= Assignment =
Taking each line of the material below in turn, count those containing the string "dead". Provide the number alone.

= Excerpted data =
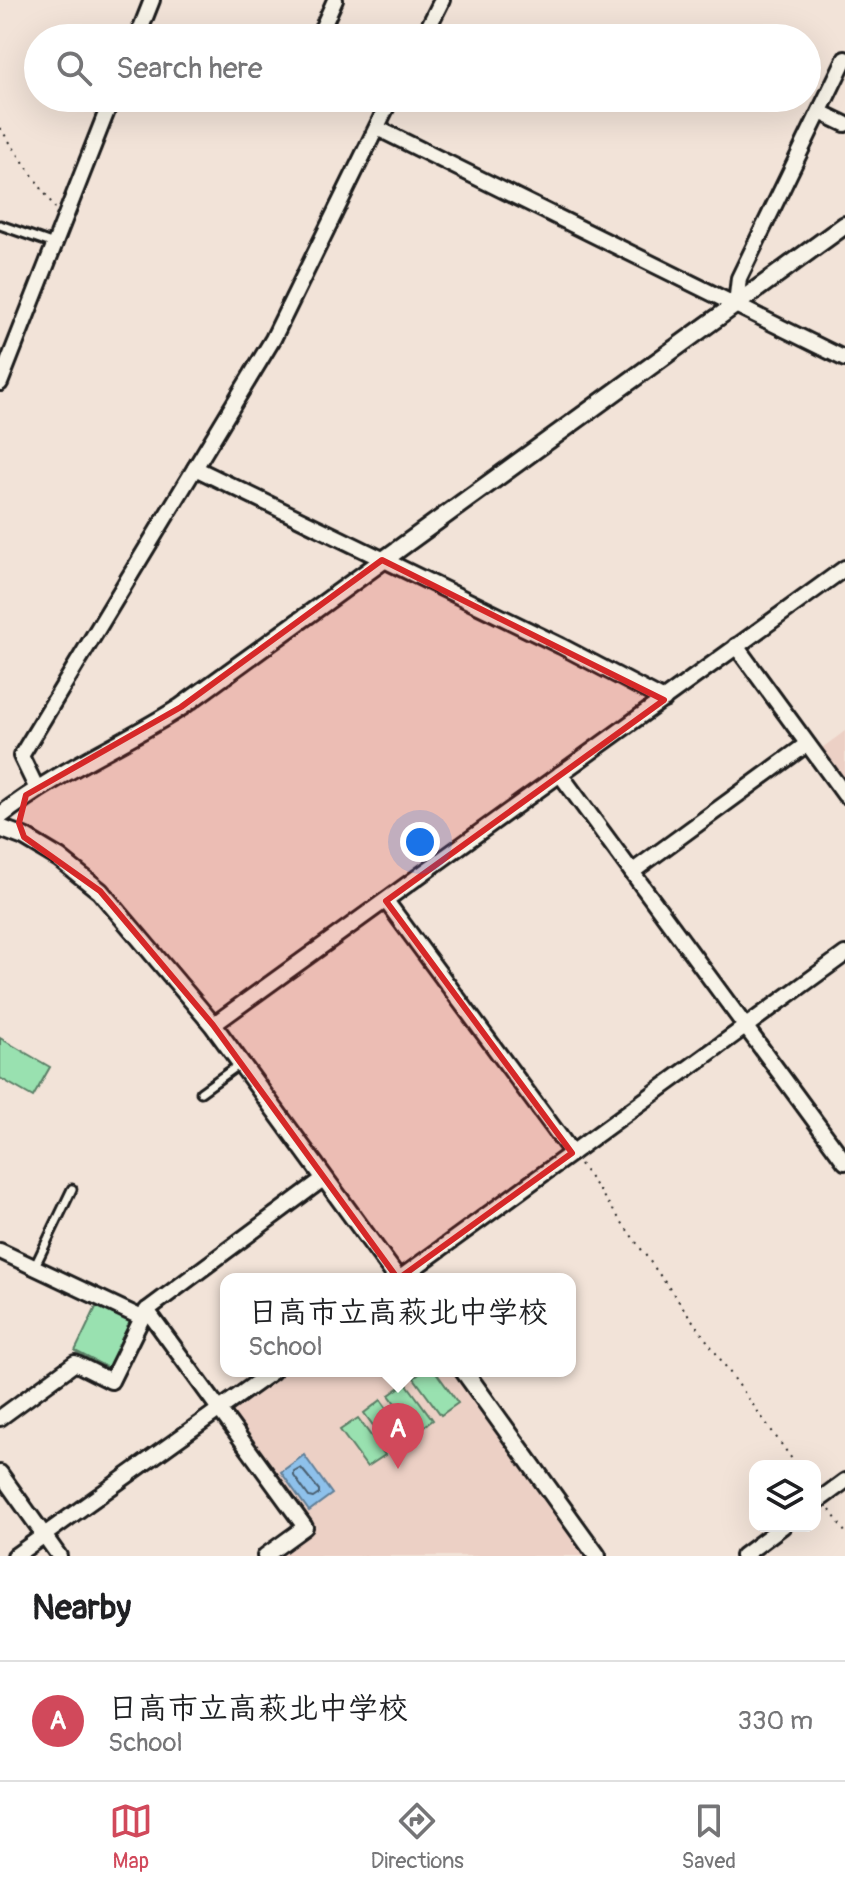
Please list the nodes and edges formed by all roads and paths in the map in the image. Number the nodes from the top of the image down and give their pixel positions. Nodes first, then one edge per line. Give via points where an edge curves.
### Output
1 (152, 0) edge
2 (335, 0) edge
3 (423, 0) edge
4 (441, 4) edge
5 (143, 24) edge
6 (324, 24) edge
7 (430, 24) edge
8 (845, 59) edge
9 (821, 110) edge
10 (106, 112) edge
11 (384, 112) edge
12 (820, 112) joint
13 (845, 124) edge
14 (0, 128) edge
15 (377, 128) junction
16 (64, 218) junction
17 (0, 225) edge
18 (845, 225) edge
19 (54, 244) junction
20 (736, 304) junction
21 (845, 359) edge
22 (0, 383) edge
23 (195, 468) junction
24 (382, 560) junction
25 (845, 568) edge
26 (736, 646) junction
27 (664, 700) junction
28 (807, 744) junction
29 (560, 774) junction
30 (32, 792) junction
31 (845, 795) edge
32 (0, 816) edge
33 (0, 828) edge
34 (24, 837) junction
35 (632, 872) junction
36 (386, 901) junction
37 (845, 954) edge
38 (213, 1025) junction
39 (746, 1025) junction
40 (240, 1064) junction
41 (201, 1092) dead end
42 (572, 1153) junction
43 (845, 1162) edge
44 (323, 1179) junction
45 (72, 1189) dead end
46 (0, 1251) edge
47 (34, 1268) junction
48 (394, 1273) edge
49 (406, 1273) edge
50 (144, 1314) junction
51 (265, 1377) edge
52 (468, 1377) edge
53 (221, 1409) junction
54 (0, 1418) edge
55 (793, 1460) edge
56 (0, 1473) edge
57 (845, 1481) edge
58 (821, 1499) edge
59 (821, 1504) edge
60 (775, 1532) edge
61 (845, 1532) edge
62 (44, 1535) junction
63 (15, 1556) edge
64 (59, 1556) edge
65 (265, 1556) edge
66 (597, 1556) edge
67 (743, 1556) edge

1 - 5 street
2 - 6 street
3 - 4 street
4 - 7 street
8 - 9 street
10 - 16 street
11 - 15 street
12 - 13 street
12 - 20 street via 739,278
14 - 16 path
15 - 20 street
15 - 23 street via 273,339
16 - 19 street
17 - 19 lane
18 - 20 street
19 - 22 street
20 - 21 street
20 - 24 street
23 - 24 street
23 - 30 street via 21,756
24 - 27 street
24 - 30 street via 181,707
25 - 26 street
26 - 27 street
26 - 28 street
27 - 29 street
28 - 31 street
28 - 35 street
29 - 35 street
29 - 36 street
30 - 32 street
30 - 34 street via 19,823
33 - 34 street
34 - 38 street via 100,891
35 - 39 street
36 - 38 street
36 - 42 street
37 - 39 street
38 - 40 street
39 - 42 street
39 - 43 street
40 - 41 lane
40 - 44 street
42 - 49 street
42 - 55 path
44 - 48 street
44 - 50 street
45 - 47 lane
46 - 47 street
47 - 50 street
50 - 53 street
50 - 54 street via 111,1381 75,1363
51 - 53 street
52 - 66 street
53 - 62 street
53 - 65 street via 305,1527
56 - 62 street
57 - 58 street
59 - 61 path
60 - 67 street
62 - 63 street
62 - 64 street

= Answer to this task =
2